[REQUIRED ACTION]
When a line of the records contains "name", copy it.

(Dataset entries)
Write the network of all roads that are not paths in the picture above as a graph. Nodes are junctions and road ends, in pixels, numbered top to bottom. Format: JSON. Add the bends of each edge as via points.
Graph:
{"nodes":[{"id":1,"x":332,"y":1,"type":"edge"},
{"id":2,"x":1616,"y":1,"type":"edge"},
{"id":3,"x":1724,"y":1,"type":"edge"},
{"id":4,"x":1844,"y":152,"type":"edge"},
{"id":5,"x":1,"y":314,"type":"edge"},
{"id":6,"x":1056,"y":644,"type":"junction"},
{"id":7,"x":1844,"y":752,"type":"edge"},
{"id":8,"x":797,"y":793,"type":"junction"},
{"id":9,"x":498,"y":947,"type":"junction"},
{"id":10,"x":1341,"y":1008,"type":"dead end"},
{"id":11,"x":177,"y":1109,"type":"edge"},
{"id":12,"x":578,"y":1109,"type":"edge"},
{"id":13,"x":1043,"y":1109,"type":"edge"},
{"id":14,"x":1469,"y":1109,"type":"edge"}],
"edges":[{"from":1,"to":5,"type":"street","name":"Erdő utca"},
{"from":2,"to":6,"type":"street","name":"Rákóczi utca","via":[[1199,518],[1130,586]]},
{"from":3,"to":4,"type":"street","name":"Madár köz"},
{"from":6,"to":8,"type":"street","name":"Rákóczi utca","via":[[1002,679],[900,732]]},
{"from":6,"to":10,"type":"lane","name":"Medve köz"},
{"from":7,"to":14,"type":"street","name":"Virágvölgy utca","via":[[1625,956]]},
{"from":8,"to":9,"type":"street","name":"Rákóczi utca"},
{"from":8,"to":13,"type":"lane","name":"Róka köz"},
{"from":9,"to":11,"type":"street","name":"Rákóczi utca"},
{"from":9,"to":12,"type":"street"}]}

[SOLUTION TO THIS TASK]
"edges":[{"from":1,"to":5,"type":"street","name":"Erdő utca"},
{"from":2,"to":6,"type":"street","name":"Rákóczi utca","via":[[1199,518],[1130,586]]},
{"from":3,"to":4,"type":"street","name":"Madár köz"},
{"from":6,"to":8,"type":"street","name":"Rákóczi utca","via":[[1002,679],[900,732]]},
{"from":6,"to":10,"type":"lane","name":"Medve köz"},
{"from":7,"to":14,"type":"street","name":"Virágvölgy utca","via":[[1625,956]]},
{"from":8,"to":9,"type":"street","name":"Rákóczi utca"},
{"from":8,"to":13,"type":"lane","name":"Róka köz"},
{"from":9,"to":11,"type":"street","name":"Rákóczi utca"},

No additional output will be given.